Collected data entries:

------------------------------------------------------------------------

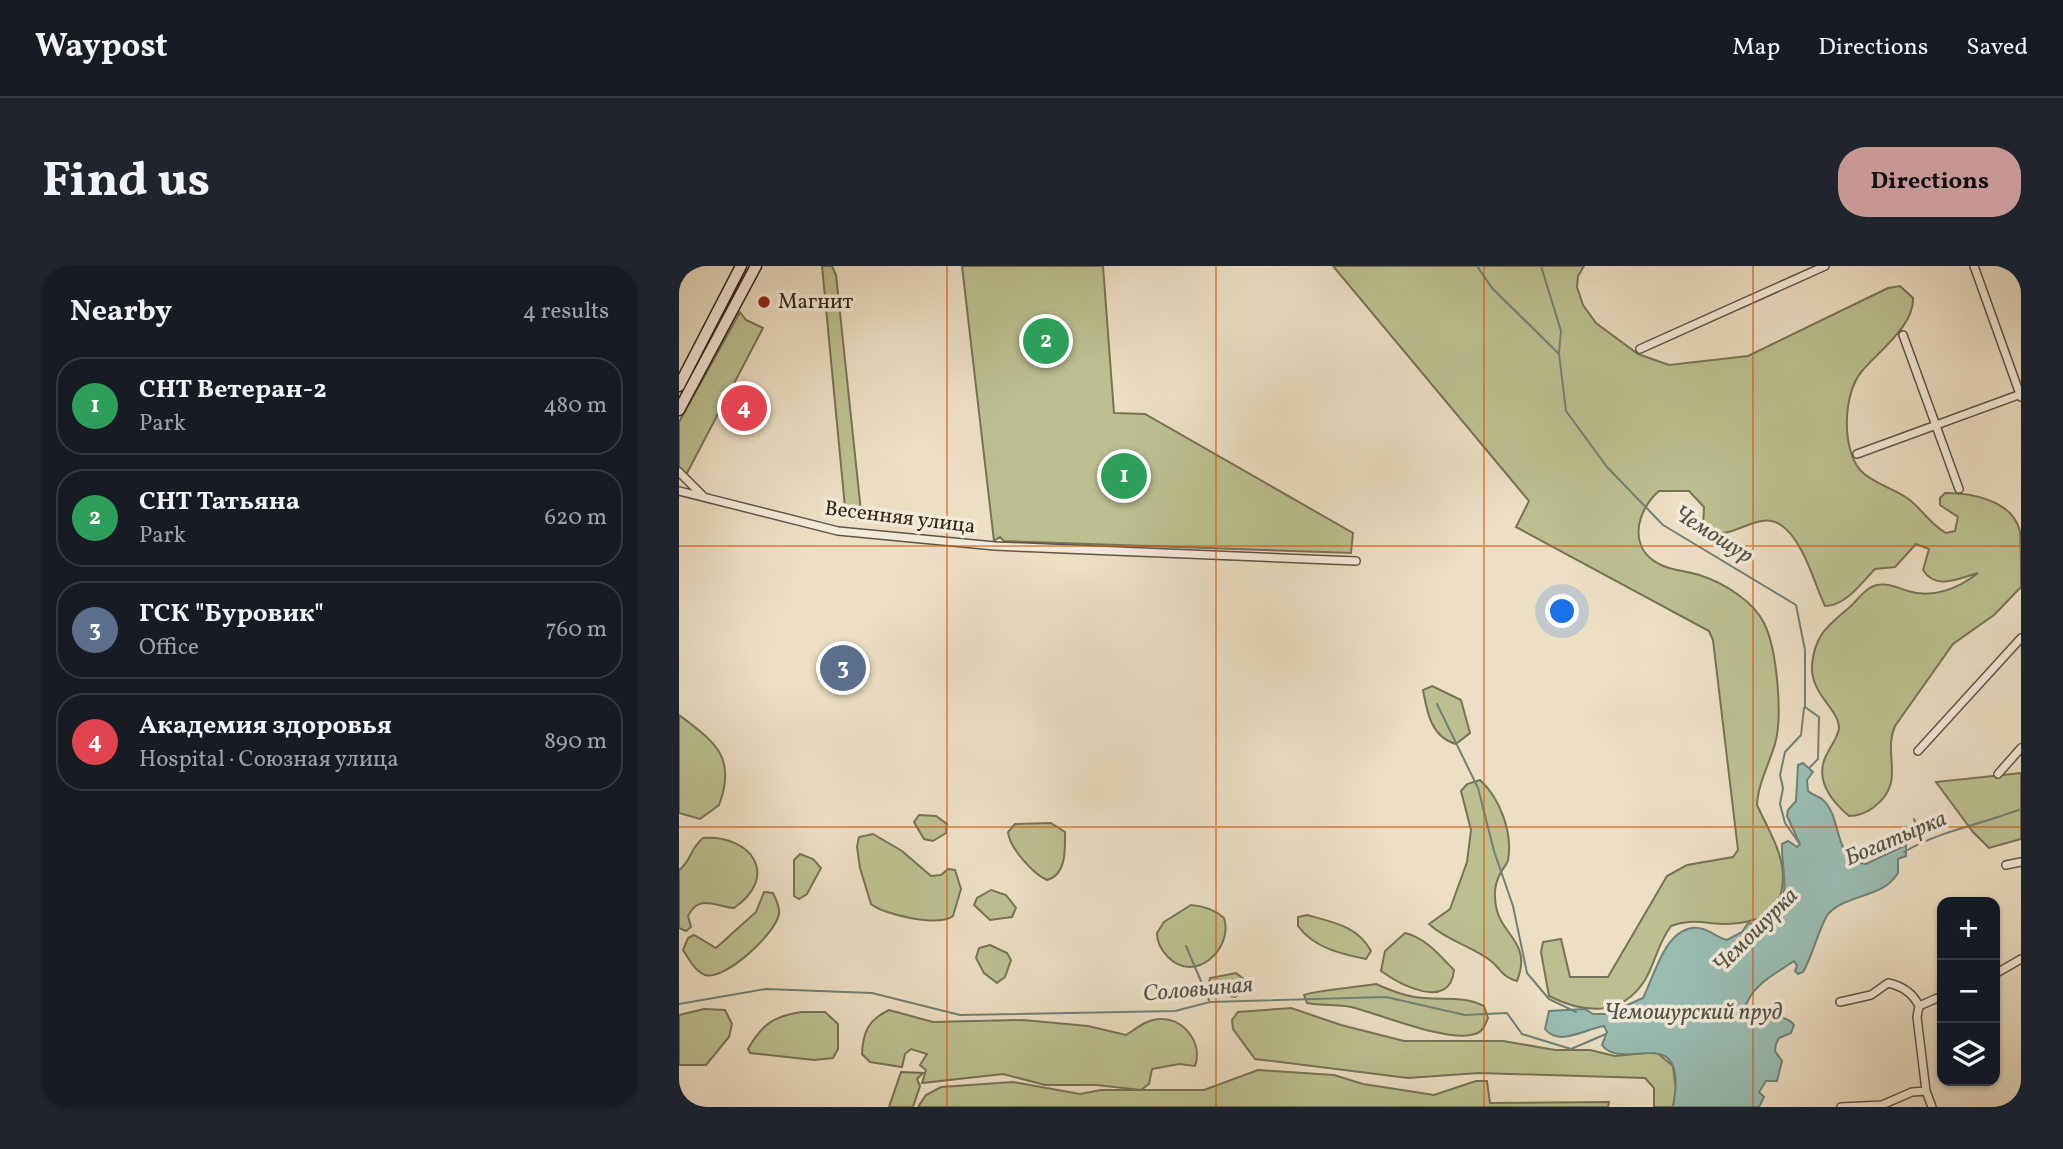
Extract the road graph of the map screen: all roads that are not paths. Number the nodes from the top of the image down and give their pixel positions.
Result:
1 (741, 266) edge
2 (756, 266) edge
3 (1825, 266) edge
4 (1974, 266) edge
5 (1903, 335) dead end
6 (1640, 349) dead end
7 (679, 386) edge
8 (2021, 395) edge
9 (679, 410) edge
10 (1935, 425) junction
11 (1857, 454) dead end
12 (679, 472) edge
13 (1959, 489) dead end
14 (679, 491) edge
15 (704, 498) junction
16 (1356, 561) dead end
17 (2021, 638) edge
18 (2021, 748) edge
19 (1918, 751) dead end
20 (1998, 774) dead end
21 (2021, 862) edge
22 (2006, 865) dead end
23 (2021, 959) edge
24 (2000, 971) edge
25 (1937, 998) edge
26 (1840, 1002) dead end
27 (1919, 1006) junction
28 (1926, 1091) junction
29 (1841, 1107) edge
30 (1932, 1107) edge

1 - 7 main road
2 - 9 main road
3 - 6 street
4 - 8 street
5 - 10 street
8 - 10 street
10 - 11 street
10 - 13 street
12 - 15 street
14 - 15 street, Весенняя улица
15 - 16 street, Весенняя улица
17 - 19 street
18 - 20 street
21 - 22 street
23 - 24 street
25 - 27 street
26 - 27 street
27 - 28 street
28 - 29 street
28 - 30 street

------------------------------------------------------------------------

--- Task goal ---
Your output must match the records word for word, apart from the images, which are left out.

--- Task solution ---
Extract the road graph of the map screen: all roads that are not paths. Number the nodes from the top of the image down and give their pixel positions.
Result:
1 (741, 266) edge
2 (756, 266) edge
3 (1825, 266) edge
4 (1974, 266) edge
5 (1903, 335) dead end
6 (1640, 349) dead end
7 (679, 386) edge
8 (2021, 395) edge
9 (679, 410) edge
10 (1935, 425) junction
11 (1857, 454) dead end
12 (679, 472) edge
13 (1959, 489) dead end
14 (679, 491) edge
15 (704, 498) junction
16 (1356, 561) dead end
17 (2021, 638) edge
18 (2021, 748) edge
19 (1918, 751) dead end
20 (1998, 774) dead end
21 (2021, 862) edge
22 (2006, 865) dead end
23 (2021, 959) edge
24 (2000, 971) edge
25 (1937, 998) edge
26 (1840, 1002) dead end
27 (1919, 1006) junction
28 (1926, 1091) junction
29 (1841, 1107) edge
30 (1932, 1107) edge

1 - 7 main road
2 - 9 main road
3 - 6 street
4 - 8 street
5 - 10 street
8 - 10 street
10 - 11 street
10 - 13 street
12 - 15 street
14 - 15 street, Весенняя улица
15 - 16 street, Весенняя улица
17 - 19 street
18 - 20 street
21 - 22 street
23 - 24 street
25 - 27 street
26 - 27 street
27 - 28 street
28 - 29 street
28 - 30 street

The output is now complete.